Дождь и ветер не утихали еще несколько дней. Неутомимый Дмитрий Сигизмундович с утра исчезал — «дела, дела, друзья мои!» — и Андрей с Ириной были предоставлены сами себе.
Пытались несколько раз выйти в город, побродить по улицам, но сырость и ветер гнали их обратно в отель.
Сидели у окна, смотрели на порт, который с их верхнего этажа был как на ладони, вели нескончаемые разговоры о том, как будет в Бизерте и в том неведомом Парагвае, куда их тянет Сигодуйский.
И неутомимо предавались любви — одни в целом свете, как казалось, в этом маленьком гостиничном номере под крышей марсельского чужого дома, где их никто не знал и никому до них не было дела.
Сигодуйский возвращался к вечеру, к позднему обеду, который заказывал в номер. С ним врывалась суматошная, полная забот повседневность. Он рассказывал новости, обещал хорошую погоду, скорый отъезд, делал какие-то покупки, с кем-то встречался, вел переговоры о делах...
В один из вечеров он вернулся в отель в сопровождении высокого худощавого человека с приятным интеллигентным лицом и торжественно объявил:
— Я привел удивительную личность, старого знакомого друга... Как только вы узнаете его получше...
— Ну полно, полно, Дмитрий, — старался
— Нет уж, извольте мне, это моя обязанность, — не сдавался Дмитрий Сигизмундович.
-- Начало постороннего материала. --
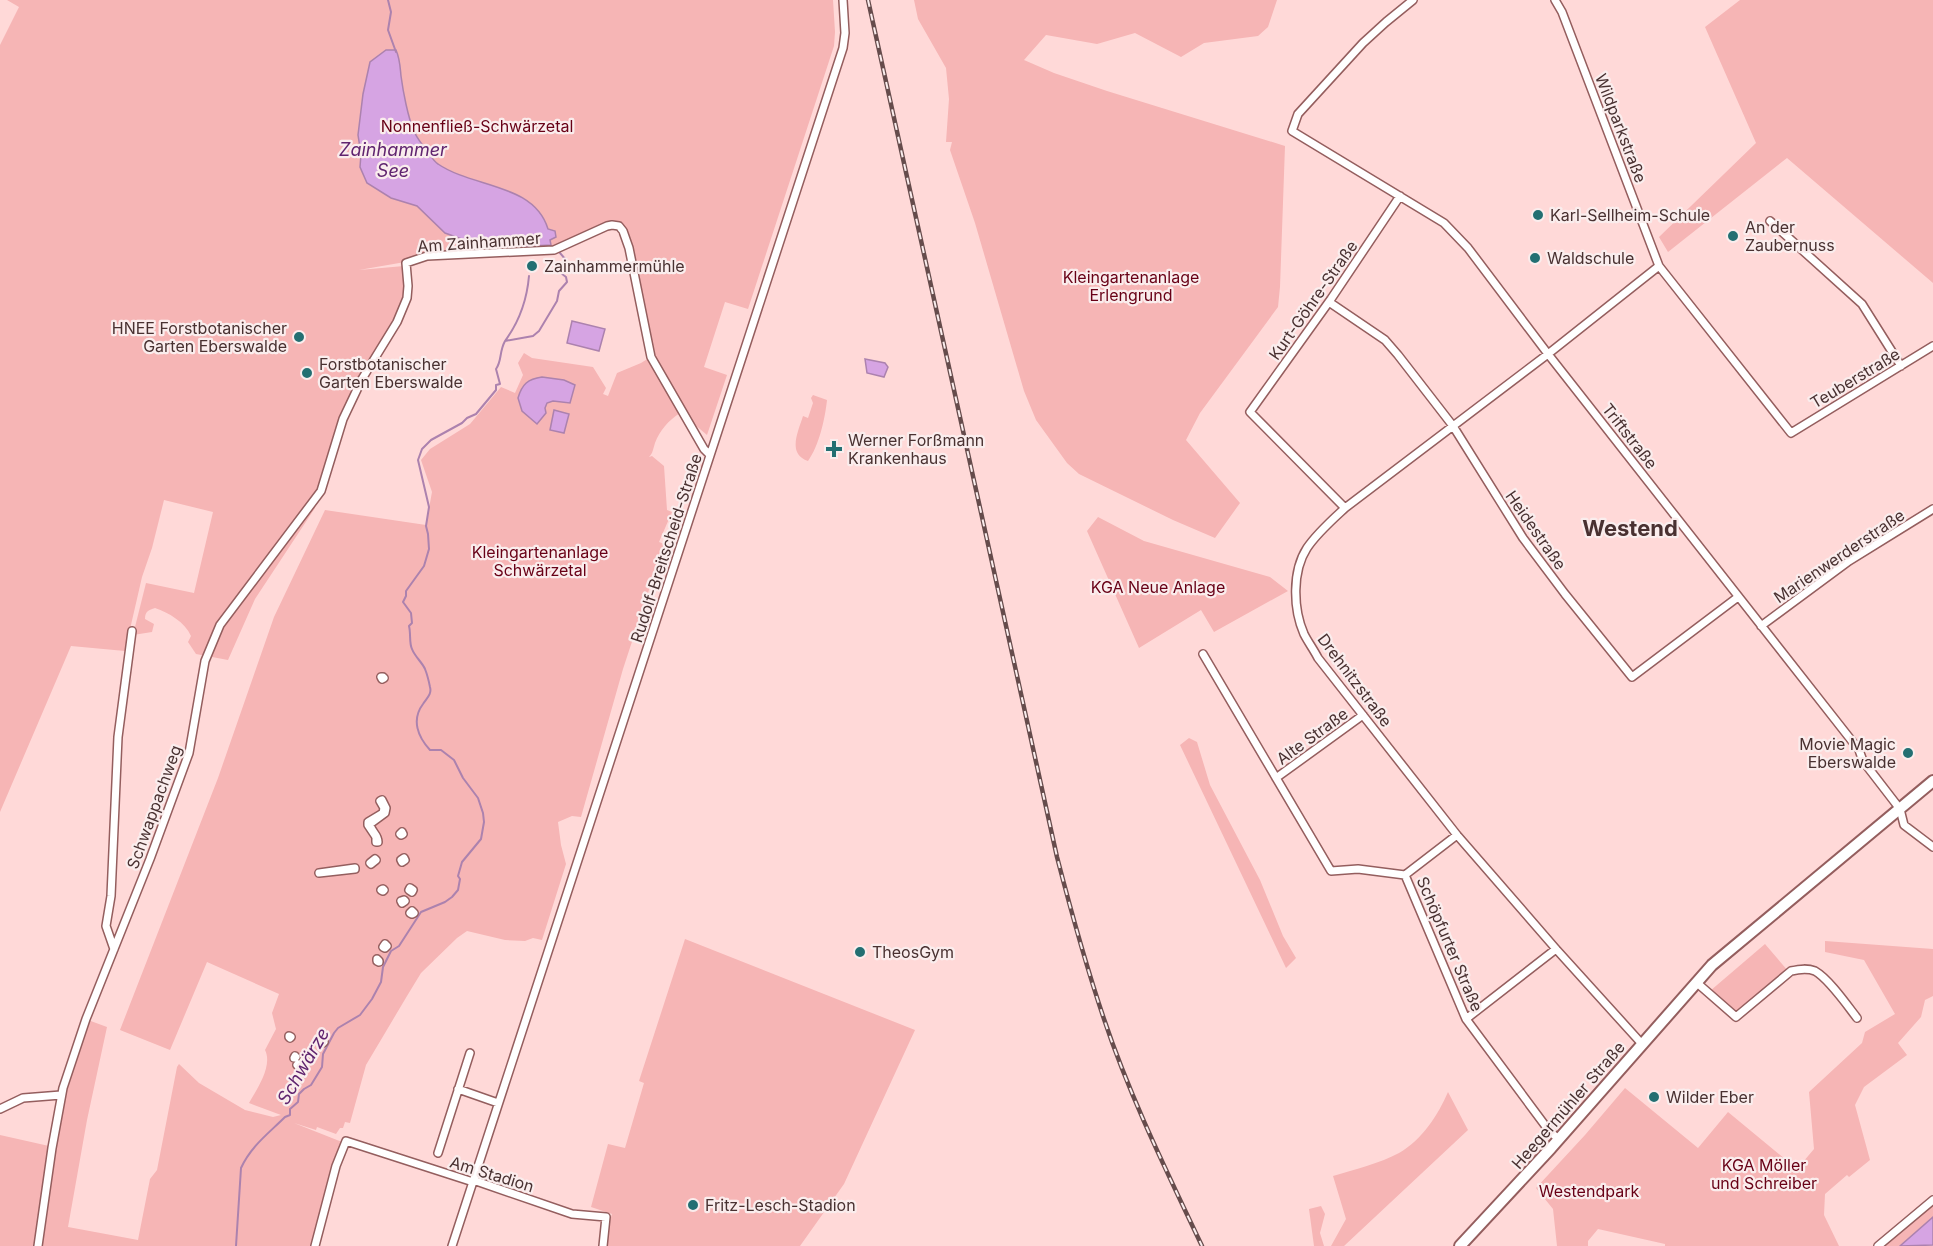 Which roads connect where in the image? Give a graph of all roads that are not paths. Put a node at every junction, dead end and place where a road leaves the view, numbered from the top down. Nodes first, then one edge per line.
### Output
1 (843, 0) edge
2 (1413, 0) edge
3 (1555, 0) edge
4 (1400, 196) junction
5 (1770, 221) dead end
6 (1659, 266) junction
7 (1329, 302) junction
8 (1933, 346) edge
9 (1548, 354) junction
10 (1901, 366) junction
11 (1453, 426) junction
12 (1791, 433) joint
13 (710, 455) junction
14 (321, 491) joint
15 (1345, 508) junction
16 (1933, 509) edge
17 (1738, 597) junction
18 (1761, 626) junction
19 (132, 631) dead end
20 (1203, 654) dead end
21 (1363, 715) junction
22 (1276, 778) junction
23 (1933, 781) edge
24 (382, 800) joint
25 (1900, 809) junction
26 (1457, 835) junction
27 (1933, 847) edge
28 (1405, 874) junction
29 (114, 949) junction
30 (1556, 949) junction
31 (1696, 982) junction
32 (1857, 1018) dead end
33 (1466, 1019) junction
34 (1642, 1044) junction
35 (470, 1053) dead end
36 (458, 1089) junction
37 (62, 1095) junction
38 (498, 1103) junction
39 (0, 1109) edge
40 (1559, 1139) junction
41 (438, 1153) dead end
42 (473, 1181) junction
43 (1933, 1200) edge
44 (38, 1246) edge
45 (315, 1246) edge
46 (452, 1246) edge
47 (603, 1246) edge
48 (1460, 1246) edge
49 (1878, 1246) edge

Итак, Ирина, перед тобой один из замечательнейших русских людей, знаменитый геолог и путешественник Павел Анатольевич Нефедов. — Кланяйся, Паша, целуй ручку...
Нефедов смущенно улыбаясь, топтался у входа, бормотал укоризненно:
— Что ты перехлестываешь, Дима, ничего не знаменитый и не замечательный. Обычный геолог, каких было в России немало. Замолчи, пожалуйста, ты меня совсем смутил.
Знакомство оказалось не только приятным, но и полезным. Так и не удалось Ирине дознаться, сговорил ли Нефедова Сигодуйский или было это решение Павлом Анатольевичем принято самостоятельно, но его путь тоже лежал в Парагвай.
Что же касается Андрея, то он, как правило, плохо перенося новые знакомства, к Нефедову проникся дружескими чувствами сразу же. Разумеется, немало этому способствовало то, что вышли они из «одного гнезда Петрова» — и тот и другой, правда, в разное время, учились в Петербургском Горном институте.
Хотя Павел Анатольевич был многими годами старше, но нашлись у них общие преподаватели, о которых, как всегда это случается с бывшими студентами, они вспоминали со смехом и ностальгической грустью.
Павел Анатольевич с шапкой седеющих волос, со щеточкой усов, которые то и дело подправлял рукой, в стареньком, но хорошо сшитом костюме выглядел очень элегантно. Рядом с низеньким толстым Сигодуйским, бесконечно рассуждающим о житейских проблемах, его молчаливая сдержанность была особенно заметна и очень располагала к себе.
— И чем думаете заняться в этом Парагвае, Павел Анатольевич? — спросила Ирина в конце обеда, к которому Нефедов, разумеется, был приглашен.
— Чем может заниматься геолог? — ответил Нефедов на вопрос вопросом. — Своим делом, конечно. Земля эта наверняка таит в себе несметные богатства, но пока мало разведана. Думаю, что найду людей, которые имеют для такой работы средства.
Тут же, после обеда, когда пили кофе, рассказал обществу о существующей теории так называемых геологических поясов Земли. Оказывается, по мнению многих геологов, существуют золотой, алмазный и, разумеется, нефтяной пояса Земли, располагающиеся четко по параллелям. И если верить этой теории, то в Парагвае должно быть много нефти.
— Остается ее только найти! — оптимистично закончил Нефедов. — Так что и мой маршрут в Парагвай.
2
...Наконец, отъезд был назначен. Море и ветер, будто лишившись всех сил, утихли, и пароходы могли выйти в море.
Несмотря на то, что пароход гордо назывался «Принц Фердинанд» — это была старая, грязная посудина с маленькими тесными каютами и малосимпатичной командой. Матросы и даже стюард, обслуживающий каюту, были неопрятны, совершенно не обращали внимания на пассажиров, кричали друг на друга и ругались на всех языках мира, да и капитан был им подстать: заросший рыжей щетиной не то норвежец, не то датчанин, угрюмый, злой, ходивший по палубе, тяжело опираясь на суковатую палку.